Task details:
The output should be all lines of the entries below in which the word "Bunker" occurs.

Provided information:
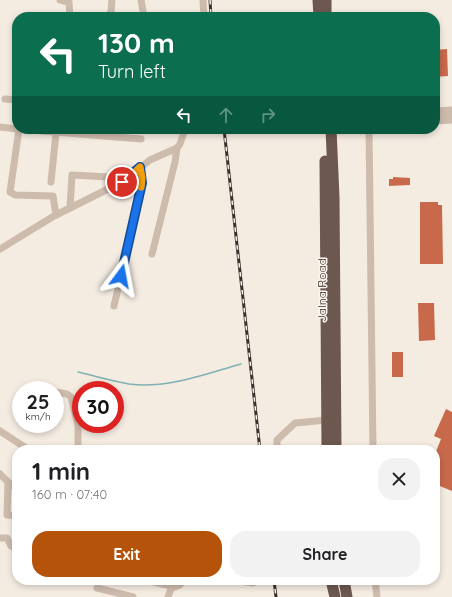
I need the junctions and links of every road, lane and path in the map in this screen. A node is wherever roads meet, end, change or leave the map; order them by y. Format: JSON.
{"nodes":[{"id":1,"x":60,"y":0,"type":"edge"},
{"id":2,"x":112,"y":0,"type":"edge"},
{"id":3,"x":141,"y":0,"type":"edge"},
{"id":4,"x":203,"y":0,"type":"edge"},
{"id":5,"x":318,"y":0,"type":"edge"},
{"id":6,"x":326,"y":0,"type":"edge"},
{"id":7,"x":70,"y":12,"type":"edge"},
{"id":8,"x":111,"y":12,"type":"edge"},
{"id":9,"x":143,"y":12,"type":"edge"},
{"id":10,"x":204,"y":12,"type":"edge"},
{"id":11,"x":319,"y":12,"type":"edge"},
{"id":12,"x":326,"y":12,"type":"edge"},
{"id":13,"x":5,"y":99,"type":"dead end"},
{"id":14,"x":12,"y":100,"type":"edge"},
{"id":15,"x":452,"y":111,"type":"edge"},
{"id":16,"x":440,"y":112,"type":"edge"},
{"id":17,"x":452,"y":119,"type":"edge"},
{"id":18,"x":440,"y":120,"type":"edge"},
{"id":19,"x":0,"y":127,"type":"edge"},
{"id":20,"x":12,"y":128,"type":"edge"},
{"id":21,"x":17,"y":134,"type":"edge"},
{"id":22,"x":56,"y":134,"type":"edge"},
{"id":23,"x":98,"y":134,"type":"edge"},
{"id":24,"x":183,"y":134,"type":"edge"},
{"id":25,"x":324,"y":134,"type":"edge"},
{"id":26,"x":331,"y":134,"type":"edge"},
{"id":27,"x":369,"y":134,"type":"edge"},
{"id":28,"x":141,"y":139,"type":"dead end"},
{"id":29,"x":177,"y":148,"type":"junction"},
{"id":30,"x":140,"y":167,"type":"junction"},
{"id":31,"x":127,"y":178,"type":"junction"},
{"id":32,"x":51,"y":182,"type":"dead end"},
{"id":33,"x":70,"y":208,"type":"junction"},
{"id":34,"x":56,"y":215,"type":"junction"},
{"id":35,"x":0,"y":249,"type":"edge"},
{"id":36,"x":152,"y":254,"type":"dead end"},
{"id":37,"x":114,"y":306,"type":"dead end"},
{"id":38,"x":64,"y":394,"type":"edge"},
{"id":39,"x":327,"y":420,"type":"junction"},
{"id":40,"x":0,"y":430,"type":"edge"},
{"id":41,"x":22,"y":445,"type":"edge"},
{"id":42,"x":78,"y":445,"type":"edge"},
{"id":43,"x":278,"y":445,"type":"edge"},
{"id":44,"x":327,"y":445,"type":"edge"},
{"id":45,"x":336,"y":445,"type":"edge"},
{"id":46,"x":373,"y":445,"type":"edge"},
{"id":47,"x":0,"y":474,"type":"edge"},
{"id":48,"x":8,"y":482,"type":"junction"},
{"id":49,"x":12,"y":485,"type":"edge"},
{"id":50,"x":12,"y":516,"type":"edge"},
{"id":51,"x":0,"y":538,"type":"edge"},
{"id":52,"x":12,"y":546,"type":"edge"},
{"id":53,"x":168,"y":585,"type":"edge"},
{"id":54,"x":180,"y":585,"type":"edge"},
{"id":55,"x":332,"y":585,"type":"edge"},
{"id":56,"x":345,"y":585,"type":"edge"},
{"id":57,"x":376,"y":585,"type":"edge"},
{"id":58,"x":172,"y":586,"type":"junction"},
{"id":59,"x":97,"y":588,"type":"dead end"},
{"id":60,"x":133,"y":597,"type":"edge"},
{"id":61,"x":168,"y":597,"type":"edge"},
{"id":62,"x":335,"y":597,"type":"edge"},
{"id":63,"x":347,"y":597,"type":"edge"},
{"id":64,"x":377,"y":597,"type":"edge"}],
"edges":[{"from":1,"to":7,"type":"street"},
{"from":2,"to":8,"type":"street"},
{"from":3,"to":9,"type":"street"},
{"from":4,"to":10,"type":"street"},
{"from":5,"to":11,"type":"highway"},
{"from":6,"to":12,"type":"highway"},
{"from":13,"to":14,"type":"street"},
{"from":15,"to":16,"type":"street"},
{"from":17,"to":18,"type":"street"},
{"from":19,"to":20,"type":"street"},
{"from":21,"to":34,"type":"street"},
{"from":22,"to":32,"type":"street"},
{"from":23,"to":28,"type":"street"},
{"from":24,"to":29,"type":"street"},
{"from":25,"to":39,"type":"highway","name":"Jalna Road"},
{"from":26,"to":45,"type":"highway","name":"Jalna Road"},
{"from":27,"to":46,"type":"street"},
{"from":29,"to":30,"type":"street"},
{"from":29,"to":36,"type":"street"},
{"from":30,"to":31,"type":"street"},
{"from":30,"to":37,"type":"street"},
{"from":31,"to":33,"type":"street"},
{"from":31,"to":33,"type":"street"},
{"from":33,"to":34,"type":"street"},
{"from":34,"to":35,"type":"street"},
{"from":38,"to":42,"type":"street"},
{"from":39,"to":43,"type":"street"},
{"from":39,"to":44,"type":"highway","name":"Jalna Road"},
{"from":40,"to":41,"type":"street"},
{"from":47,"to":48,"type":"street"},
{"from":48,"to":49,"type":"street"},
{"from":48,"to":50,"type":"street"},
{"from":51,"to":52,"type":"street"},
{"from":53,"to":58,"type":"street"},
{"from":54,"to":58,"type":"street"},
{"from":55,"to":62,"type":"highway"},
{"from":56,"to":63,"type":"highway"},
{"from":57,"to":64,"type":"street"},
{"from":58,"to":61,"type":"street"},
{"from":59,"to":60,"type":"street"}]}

==

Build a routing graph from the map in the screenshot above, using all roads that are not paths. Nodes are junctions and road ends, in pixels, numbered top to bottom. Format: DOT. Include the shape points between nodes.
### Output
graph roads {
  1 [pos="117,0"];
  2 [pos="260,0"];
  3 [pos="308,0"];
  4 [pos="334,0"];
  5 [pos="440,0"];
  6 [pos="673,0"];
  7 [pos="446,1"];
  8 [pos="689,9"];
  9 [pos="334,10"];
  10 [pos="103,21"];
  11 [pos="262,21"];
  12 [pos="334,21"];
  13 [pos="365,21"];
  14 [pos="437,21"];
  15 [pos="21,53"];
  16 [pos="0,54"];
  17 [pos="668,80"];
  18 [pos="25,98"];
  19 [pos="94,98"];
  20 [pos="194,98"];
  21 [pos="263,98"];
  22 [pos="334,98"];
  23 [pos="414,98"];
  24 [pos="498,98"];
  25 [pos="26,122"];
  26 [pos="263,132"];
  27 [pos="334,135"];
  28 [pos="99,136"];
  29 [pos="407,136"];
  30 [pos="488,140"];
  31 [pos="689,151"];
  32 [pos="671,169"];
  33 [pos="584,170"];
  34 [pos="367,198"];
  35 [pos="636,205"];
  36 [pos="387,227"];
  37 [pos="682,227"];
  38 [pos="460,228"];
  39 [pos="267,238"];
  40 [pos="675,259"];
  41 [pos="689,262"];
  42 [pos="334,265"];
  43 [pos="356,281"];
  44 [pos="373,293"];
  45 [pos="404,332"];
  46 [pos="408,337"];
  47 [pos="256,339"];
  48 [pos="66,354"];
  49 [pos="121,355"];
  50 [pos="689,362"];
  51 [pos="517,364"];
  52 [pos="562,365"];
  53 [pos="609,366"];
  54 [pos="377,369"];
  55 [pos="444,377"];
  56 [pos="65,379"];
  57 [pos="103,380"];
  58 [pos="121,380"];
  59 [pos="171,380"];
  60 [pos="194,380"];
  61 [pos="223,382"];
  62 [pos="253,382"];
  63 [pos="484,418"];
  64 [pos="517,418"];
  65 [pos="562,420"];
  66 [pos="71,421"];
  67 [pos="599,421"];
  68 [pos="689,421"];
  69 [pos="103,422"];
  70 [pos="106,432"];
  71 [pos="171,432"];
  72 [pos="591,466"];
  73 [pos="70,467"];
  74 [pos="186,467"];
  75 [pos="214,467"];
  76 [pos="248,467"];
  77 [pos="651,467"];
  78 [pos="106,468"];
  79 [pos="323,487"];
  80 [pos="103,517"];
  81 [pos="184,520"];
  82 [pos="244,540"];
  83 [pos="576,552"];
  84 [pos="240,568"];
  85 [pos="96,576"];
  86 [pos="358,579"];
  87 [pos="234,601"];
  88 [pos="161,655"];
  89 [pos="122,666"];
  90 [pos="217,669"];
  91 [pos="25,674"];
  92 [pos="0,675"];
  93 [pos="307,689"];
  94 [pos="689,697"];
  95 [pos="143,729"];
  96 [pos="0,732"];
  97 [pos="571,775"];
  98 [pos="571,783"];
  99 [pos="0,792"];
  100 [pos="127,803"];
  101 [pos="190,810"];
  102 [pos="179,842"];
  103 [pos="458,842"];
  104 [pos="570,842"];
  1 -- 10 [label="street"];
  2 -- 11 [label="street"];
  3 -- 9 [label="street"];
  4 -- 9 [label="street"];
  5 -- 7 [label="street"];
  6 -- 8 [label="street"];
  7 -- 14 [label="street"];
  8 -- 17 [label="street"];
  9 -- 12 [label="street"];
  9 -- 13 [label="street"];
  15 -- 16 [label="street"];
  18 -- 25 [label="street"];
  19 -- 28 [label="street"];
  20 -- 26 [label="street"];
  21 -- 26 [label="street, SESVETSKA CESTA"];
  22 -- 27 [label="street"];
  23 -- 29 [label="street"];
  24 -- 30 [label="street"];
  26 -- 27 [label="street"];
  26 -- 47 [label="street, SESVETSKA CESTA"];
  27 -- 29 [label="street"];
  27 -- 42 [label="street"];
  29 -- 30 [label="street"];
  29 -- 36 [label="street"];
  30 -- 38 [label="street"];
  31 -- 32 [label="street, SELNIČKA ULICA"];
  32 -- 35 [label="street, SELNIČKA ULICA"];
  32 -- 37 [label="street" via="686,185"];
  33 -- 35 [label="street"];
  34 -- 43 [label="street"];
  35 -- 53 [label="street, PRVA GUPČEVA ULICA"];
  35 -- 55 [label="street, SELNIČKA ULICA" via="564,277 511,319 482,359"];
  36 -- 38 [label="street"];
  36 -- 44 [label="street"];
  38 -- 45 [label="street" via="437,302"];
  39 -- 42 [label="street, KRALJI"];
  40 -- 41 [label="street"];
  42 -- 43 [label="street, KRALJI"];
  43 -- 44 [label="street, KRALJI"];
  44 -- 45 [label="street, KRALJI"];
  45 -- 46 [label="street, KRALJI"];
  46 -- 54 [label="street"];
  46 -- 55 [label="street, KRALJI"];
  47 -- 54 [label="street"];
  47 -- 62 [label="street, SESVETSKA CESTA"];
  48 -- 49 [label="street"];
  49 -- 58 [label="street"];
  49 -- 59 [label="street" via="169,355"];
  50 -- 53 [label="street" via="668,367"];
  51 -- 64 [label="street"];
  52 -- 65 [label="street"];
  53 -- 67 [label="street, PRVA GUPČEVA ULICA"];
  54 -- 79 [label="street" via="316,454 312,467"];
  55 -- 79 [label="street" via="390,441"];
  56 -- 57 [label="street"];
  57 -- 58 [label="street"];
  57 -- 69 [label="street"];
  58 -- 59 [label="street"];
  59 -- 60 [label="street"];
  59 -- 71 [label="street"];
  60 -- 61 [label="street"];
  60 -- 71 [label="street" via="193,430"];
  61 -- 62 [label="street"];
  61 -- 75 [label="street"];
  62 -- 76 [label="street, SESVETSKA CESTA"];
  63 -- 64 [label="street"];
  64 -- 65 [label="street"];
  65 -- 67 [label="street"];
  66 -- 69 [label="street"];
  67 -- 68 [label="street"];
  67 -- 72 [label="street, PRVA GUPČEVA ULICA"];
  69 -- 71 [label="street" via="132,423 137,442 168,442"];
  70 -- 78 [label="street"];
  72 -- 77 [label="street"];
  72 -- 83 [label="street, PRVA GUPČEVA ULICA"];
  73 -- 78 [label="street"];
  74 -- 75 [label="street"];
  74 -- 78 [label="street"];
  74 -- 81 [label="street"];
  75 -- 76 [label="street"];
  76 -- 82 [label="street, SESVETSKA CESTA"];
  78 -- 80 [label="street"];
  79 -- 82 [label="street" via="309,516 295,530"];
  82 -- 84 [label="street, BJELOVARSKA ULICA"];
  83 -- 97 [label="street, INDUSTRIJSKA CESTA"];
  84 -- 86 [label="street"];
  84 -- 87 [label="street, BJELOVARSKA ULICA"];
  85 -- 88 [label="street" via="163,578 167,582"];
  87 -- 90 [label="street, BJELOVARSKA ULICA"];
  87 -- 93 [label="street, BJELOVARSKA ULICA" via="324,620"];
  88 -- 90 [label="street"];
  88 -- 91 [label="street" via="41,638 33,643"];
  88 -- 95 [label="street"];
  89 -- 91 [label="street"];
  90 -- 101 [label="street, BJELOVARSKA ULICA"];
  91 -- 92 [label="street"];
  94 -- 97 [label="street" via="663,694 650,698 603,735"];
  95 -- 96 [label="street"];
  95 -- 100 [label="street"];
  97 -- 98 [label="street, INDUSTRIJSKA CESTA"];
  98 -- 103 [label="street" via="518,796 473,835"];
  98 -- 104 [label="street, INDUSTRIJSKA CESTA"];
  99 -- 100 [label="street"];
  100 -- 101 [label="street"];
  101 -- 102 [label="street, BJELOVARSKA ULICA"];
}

==

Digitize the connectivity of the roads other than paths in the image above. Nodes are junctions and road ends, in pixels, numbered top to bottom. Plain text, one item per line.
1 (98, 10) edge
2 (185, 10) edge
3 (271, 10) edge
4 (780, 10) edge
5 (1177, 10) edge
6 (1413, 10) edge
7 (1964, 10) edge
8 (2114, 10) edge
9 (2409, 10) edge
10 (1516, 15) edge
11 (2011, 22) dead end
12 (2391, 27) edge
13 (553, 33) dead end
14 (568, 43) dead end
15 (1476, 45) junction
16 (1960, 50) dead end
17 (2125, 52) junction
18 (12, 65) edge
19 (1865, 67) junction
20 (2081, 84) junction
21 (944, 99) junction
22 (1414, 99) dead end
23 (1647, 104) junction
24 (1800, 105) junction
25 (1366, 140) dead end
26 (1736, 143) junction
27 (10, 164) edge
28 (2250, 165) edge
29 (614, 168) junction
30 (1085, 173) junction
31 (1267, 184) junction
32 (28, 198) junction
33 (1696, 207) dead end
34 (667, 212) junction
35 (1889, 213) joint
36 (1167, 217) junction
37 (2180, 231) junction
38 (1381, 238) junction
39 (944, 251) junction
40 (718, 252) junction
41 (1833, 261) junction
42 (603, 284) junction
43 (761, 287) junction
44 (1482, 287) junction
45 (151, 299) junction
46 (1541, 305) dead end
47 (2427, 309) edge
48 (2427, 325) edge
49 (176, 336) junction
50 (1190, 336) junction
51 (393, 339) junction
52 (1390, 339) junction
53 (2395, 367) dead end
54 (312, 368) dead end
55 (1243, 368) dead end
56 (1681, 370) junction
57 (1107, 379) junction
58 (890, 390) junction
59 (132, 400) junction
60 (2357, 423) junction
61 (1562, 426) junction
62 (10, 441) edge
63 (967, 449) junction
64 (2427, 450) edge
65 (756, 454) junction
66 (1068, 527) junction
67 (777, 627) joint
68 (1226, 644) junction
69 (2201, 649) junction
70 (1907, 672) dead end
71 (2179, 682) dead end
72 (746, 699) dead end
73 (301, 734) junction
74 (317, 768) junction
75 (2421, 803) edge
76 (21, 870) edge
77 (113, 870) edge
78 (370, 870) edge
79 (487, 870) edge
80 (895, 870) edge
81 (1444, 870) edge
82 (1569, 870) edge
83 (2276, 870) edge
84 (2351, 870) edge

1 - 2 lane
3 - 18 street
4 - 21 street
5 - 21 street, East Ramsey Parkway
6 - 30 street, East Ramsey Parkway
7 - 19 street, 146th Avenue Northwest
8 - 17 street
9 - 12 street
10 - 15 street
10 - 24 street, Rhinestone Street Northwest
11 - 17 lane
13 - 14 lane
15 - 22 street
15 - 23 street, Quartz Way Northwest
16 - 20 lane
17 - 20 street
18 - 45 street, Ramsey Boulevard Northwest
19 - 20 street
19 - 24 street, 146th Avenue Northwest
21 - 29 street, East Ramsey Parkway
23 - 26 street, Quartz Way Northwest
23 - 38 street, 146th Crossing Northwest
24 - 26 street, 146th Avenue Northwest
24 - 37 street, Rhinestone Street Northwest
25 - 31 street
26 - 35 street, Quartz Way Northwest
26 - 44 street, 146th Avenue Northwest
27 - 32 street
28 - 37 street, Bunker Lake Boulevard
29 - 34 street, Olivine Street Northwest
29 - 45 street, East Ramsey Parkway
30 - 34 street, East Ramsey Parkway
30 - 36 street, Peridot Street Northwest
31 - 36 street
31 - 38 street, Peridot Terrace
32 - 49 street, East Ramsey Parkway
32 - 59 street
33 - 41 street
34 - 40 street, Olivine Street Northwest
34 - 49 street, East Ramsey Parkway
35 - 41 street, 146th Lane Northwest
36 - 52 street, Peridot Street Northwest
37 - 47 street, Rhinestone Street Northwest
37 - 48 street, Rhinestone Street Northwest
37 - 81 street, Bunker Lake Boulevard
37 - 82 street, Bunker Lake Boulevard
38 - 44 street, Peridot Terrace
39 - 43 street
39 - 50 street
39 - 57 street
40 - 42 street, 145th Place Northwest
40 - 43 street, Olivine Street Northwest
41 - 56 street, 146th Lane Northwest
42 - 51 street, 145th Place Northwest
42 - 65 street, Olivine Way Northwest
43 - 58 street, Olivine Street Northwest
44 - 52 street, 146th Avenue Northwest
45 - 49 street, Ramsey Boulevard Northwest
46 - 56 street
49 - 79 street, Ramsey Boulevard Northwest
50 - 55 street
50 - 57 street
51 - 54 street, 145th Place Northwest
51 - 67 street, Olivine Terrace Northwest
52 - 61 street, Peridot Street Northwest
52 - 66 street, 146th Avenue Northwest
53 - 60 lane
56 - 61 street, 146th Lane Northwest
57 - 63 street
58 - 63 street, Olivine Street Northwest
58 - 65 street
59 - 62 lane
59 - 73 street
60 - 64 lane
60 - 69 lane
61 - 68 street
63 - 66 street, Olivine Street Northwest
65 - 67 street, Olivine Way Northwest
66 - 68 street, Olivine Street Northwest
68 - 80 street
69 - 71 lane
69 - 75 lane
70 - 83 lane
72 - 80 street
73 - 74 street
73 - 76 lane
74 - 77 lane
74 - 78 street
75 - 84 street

Response below:
28 - 37 street, Bunker Lake Boulevard
37 - 81 street, Bunker Lake Boulevard
37 - 82 street, Bunker Lake Boulevard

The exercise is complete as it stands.